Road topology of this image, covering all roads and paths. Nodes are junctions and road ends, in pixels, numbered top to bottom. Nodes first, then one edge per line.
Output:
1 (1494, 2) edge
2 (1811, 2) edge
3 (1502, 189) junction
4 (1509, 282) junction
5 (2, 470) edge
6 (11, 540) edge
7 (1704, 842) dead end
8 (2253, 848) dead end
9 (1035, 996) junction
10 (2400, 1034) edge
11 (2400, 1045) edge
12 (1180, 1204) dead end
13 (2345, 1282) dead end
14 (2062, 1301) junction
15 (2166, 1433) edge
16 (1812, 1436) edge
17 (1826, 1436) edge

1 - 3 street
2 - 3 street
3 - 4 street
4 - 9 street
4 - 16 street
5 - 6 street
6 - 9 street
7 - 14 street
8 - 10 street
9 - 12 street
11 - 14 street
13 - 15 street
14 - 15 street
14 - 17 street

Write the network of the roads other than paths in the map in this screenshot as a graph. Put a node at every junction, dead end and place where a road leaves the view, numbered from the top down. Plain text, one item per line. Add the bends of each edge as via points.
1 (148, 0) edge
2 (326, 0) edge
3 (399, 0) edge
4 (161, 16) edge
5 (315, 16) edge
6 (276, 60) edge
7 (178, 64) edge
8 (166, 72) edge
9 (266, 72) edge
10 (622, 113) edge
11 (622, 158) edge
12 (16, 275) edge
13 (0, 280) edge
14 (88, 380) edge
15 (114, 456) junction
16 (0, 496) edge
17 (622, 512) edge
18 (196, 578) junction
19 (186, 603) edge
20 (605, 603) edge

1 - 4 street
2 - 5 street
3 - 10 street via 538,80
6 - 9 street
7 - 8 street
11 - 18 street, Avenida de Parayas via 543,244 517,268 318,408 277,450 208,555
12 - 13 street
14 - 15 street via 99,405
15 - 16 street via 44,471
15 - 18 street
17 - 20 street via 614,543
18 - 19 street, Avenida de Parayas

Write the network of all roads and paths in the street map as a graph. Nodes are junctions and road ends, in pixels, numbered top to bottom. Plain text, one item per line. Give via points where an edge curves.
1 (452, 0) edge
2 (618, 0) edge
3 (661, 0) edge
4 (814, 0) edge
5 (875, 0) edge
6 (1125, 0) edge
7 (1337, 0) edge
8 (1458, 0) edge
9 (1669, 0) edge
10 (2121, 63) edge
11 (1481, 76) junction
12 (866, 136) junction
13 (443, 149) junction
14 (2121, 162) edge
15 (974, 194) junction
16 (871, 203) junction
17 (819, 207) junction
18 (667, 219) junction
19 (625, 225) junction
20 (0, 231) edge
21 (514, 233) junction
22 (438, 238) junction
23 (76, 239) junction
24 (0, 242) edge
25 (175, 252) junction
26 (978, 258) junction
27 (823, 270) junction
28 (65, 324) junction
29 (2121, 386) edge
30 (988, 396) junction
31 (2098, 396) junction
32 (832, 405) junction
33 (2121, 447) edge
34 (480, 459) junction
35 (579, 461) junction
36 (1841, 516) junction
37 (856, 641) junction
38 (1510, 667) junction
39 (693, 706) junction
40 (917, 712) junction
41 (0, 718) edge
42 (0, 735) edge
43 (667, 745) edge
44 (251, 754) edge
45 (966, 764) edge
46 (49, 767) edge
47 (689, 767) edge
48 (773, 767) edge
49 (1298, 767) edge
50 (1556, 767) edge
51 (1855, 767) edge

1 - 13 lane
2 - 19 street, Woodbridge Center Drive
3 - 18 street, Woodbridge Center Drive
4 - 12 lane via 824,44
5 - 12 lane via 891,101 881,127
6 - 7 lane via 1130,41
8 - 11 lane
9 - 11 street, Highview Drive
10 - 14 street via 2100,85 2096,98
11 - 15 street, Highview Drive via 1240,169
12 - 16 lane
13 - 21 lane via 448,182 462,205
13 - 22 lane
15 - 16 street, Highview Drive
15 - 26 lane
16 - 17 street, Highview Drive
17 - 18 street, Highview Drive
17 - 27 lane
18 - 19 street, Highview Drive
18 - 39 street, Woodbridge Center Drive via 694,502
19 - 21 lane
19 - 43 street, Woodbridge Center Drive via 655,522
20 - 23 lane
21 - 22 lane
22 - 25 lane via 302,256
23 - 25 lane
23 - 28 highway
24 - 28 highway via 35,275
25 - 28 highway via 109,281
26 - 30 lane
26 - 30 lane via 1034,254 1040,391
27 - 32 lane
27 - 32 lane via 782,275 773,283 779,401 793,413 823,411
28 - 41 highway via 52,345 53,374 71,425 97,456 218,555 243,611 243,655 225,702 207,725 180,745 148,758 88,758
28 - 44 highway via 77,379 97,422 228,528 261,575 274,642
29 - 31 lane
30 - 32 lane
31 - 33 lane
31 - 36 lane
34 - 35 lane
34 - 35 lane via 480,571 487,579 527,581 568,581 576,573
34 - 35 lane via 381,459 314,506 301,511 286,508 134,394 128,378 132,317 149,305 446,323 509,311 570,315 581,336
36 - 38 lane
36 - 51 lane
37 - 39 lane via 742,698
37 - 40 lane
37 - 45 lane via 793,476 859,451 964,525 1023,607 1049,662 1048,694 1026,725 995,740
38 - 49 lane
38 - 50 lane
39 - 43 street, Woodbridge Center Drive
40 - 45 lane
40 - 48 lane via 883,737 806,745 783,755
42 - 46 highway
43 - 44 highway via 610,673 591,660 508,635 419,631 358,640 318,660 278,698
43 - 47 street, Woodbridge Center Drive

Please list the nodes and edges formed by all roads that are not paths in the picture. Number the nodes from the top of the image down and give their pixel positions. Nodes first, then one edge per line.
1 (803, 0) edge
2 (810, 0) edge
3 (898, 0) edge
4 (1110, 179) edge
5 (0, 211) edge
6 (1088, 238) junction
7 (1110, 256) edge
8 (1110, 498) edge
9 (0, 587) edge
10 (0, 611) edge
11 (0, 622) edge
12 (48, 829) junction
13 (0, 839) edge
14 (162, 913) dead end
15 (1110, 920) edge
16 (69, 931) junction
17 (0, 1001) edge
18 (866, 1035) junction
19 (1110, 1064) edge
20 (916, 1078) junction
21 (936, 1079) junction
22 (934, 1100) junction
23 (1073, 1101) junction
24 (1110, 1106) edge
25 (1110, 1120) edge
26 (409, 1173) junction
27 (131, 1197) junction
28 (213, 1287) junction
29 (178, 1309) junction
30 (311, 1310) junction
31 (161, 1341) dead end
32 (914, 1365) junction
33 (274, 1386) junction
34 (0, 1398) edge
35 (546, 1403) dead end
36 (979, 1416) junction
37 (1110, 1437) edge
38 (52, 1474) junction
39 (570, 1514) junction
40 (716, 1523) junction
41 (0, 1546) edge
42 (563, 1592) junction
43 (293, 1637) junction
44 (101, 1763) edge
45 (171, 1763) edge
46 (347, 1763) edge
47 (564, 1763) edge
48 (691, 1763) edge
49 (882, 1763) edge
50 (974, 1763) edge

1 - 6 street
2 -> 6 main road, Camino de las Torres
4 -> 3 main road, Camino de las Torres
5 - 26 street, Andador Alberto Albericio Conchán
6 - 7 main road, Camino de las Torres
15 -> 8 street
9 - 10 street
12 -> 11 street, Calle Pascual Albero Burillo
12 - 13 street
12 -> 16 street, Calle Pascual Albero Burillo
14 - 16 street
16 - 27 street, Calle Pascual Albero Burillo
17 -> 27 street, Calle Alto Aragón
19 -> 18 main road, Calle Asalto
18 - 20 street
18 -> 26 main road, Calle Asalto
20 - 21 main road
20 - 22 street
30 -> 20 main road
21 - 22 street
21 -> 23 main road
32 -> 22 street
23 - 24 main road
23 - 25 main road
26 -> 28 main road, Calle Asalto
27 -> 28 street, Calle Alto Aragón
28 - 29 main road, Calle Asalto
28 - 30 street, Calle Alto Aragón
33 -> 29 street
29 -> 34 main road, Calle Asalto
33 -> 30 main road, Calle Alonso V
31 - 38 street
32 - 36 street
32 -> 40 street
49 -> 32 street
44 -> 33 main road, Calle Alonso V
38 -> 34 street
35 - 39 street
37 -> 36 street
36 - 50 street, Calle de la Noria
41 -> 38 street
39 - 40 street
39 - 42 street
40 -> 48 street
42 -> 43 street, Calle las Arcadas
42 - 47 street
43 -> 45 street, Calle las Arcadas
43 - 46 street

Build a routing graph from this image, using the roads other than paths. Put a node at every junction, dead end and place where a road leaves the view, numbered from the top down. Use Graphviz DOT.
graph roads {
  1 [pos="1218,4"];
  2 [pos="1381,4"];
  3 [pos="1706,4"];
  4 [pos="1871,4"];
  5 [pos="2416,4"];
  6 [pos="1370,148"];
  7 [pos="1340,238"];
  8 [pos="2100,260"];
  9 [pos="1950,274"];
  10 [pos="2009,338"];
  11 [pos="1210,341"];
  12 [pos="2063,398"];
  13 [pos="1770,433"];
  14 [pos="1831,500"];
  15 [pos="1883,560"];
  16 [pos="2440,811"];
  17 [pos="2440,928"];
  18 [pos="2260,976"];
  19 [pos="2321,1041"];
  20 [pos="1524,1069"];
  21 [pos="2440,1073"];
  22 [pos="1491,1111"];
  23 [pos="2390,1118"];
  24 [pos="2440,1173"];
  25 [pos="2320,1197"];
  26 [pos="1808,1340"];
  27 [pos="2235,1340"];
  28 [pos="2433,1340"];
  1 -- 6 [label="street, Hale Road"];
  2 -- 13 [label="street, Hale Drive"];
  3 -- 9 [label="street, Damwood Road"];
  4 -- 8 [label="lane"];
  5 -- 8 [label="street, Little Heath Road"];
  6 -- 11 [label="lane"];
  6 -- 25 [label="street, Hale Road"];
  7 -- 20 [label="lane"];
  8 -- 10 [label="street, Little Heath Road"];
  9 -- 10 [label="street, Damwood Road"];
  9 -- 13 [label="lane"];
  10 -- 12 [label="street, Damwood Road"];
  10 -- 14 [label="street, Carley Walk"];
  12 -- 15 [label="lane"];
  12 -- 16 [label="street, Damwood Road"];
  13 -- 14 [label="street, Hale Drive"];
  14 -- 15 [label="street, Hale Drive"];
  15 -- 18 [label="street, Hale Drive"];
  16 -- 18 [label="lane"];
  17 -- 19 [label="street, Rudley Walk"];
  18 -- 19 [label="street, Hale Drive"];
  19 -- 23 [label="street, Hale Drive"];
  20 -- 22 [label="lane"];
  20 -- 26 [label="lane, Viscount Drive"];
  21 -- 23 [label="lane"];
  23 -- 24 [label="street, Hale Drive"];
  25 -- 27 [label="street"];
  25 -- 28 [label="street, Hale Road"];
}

⁂

YOUR TASK: Given the word "image", show every line of the records that contains it.

RESPONSE BELOW:
Road topology of this image, covering all roads and paths. Nodes are junctions and road ends, in pixels, numbered top to bottom. Nodes first, then one edge per line.
Please list the nodes and edges formed by all roads that are not paths in the picture. Number the nodes from the top of the image down and give their pixel positions. Nodes first, then one edge per line.
Build a routing graph from this image, using the roads other than paths. Put a node at every junction, dead end and place where a road leaves the view, numbered from the top down. Use Graphviz DOT.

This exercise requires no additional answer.